Selling assets to an SMSF
Superannuation strategies for SMSF trustees.
One of the greatest advantages of an SMSF is the ability of the fund to have direct investments. Where a super fund has sufficient funds, and the members have high debt levels, a super fund can buy business real property (tax speak for real estate) from the members.
The aim of this strategy is to reduce the debt payments of the members, use the increased cash flow to increase super contributions to the fund, and provide the super fund with a direct property investment that produces a commercial rate of return.
The main cost of this strategy will be stamp duty paid on the selling value of the property. In addition, there will also be extra costs incurred in having the business property valued and legal costs related to the transfer of the property.
The underlying principle of this strategy must be commerciality. In addition to a market value being paid for the property, the rent paid by the business must also be at a commercial rate and paid regularly and on time, just as would be the case if the property was rented from an independent third party.
Example of how selling a business property to an SMSF reduces debt
Michael and Mary Bosch, aged 57 and 55 respectively, who run a manufacturing business through a partnership. In 1987 the company bought the factory it operates from for $150,000 using a bank loan. There is still a balance owing on the loan of $50,000.
Four years ago Michael and Mary purchased a holiday home for $350,000 with a bank loan of $200,000. Their only other major asset is a self managed super fund that has $550,000 in total investments.
Having been worried about the inflated value of the sharemarket they sold most of the shares owned by the super fund, resulting in it having $380,000 in cash. Michael and Mary like the security of a property investment and have decided that the super fund will buy the factory from the company. A real estate agent values the factory at $350,000 and estimates its market rent is $28,000 a year.

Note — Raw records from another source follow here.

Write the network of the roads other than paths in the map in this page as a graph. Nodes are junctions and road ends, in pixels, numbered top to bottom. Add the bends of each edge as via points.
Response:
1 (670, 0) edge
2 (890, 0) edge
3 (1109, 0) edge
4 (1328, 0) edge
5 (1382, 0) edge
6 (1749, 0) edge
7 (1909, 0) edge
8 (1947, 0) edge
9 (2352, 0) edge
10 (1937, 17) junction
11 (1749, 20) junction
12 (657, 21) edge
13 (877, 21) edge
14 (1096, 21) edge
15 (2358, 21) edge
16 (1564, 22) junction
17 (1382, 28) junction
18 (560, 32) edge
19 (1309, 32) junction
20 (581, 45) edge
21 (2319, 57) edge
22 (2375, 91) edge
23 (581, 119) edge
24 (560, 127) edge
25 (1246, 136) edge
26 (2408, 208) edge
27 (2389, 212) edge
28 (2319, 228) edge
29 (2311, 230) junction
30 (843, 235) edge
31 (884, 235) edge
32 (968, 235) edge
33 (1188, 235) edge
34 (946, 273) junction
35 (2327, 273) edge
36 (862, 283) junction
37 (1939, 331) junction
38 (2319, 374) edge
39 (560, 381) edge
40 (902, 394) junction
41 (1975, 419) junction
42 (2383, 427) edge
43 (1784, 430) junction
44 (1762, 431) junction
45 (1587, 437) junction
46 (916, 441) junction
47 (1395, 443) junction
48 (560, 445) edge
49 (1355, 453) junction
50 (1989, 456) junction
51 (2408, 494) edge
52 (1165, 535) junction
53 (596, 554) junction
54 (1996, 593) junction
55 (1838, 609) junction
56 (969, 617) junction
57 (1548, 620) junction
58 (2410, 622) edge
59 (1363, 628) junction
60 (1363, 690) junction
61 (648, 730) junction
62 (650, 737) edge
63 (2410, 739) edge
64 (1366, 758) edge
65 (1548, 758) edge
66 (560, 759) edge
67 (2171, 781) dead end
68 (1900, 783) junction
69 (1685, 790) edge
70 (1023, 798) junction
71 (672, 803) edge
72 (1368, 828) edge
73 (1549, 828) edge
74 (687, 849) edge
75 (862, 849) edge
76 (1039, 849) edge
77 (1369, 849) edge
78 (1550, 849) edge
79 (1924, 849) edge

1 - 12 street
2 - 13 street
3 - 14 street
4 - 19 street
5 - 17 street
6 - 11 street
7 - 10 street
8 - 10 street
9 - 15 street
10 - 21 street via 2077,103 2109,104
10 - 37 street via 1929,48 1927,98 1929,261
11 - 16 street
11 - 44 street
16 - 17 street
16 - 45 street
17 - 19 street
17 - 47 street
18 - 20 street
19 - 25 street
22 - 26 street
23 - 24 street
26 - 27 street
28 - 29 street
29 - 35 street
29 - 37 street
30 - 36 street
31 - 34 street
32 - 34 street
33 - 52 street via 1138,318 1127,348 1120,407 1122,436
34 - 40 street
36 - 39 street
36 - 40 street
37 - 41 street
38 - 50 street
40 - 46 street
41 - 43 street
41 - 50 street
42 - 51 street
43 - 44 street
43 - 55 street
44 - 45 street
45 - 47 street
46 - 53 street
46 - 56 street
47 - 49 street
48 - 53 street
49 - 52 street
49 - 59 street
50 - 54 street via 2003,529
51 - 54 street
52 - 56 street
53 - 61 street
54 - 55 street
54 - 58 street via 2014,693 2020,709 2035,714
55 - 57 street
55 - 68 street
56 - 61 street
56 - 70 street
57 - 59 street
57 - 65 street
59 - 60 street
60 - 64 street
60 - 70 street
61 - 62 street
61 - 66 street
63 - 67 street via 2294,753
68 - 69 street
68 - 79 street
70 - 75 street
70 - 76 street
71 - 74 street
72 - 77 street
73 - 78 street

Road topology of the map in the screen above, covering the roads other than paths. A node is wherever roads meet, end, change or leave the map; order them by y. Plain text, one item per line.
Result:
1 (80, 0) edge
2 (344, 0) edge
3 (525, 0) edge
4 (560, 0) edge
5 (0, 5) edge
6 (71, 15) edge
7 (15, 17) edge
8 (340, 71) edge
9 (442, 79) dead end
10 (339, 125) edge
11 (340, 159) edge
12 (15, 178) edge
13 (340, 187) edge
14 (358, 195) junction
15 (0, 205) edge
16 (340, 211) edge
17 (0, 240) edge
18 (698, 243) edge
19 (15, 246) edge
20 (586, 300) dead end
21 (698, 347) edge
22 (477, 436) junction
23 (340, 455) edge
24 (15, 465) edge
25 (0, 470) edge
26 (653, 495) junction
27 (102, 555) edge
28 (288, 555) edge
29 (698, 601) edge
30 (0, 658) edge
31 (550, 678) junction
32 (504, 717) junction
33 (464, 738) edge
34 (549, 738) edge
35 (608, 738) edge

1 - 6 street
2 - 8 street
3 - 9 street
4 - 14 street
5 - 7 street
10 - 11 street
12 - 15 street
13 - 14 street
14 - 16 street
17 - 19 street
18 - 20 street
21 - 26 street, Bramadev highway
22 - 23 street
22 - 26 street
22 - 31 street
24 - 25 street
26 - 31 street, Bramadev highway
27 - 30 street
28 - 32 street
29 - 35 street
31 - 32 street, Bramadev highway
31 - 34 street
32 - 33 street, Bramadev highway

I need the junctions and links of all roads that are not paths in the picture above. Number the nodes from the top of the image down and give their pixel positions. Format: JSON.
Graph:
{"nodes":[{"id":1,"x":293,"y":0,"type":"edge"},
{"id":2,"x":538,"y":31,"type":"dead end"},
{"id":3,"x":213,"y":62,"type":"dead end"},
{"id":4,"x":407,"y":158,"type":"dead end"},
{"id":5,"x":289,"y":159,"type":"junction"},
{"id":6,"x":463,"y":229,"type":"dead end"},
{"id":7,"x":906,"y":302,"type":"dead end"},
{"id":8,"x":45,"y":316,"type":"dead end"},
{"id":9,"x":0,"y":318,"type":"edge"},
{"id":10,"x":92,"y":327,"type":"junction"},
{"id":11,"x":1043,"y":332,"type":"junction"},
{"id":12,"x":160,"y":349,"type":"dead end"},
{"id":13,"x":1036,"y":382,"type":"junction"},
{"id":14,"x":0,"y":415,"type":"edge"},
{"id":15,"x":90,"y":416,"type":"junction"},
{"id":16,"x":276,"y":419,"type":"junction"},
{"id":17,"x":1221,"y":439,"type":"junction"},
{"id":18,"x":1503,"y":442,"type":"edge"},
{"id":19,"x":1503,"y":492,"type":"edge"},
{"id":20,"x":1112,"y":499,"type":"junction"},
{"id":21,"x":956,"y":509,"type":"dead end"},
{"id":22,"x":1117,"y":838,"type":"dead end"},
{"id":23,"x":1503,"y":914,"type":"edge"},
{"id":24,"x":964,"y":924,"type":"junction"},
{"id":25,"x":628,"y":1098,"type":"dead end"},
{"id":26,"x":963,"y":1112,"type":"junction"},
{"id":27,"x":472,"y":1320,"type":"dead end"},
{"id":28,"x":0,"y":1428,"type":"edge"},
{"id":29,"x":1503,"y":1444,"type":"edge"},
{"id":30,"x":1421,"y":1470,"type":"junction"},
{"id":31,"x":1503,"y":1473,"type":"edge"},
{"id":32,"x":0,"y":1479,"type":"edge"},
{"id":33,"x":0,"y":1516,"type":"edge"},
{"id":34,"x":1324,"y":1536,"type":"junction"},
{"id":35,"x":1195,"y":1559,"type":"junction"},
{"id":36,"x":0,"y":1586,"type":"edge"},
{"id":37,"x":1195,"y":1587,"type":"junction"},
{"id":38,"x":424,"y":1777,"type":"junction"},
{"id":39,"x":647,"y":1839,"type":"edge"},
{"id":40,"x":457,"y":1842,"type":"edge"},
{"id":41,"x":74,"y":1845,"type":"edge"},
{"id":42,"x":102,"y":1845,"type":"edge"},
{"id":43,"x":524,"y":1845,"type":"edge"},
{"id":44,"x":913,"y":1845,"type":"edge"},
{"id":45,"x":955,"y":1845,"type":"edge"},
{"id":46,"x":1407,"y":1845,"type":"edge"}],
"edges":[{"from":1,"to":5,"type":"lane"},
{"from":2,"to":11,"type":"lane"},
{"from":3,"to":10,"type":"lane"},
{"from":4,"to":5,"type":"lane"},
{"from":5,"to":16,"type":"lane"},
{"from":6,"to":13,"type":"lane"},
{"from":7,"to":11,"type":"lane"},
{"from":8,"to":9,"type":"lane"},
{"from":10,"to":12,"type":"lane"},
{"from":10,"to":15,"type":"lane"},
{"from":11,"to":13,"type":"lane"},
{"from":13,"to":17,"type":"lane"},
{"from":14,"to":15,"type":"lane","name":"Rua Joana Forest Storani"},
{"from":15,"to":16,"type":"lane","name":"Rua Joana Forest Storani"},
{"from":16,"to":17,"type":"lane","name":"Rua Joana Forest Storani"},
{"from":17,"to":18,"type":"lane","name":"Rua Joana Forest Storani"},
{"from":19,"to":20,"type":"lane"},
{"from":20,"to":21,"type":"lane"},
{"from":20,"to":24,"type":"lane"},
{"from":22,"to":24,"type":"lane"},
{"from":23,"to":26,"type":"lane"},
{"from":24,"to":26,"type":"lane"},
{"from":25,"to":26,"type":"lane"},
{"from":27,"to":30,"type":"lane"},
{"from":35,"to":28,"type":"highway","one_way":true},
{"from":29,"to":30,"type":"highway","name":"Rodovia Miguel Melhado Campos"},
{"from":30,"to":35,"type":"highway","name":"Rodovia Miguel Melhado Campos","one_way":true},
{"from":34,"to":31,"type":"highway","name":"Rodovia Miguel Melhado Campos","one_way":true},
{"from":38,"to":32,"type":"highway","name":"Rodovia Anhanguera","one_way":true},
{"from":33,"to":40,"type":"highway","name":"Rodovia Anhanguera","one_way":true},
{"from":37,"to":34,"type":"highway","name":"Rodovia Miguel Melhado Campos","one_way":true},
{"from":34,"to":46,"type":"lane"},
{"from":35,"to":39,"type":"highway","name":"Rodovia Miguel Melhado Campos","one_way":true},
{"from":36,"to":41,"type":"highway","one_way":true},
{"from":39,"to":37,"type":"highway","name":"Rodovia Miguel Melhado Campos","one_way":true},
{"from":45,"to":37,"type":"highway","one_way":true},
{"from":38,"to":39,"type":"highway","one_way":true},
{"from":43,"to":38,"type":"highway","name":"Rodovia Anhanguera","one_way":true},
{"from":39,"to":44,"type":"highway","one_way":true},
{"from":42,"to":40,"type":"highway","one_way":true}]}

As trustees of their SMSF, Michael and Mary have a meeting and pass a resolution to change the investment strategy of the fund to allow the purchase of the factory. In the trustees' minutes they note that as the factory is classed as business real property the super fund under the regulations is permitted to purchase it from a related entity.
A solicitor is engaged who transfers the ownership of the factory to the super fund and draws up a commercial rental agreement between the company and the super fund for an annual rental of $28,000 a year. The legal fees and stamp duty on the sale total $18,000.
As Michael and Mary qualify for the small business retirement exemption they will not pay any tax on the capital gain of $200,000. Also as they have both reached retirement age the retirement exemption can be paid directly to them.
With the proceeds from the sale Michael and Mary pay off the loan on the holiday house. The balance of the sale proceeds is used to pay off the $50,000 bank loan and the balance of the funds are used to make non-concessional contributions.
The benefits of this strategy to Michael and Mary are:
- their business is debt free
- the cash flow that went to make loan repayments on the holiday house can now be redirected to the super fund as extra super contributions
- the super fund has a steady cash flow from the rent paid by the company that Michael and Mary can use to fund tax-effective TTR pensions for them both
- the tax deductible and non-concessional super contributions paid for Michael and Mary can be further increased due to the TTR pensions they are receiving.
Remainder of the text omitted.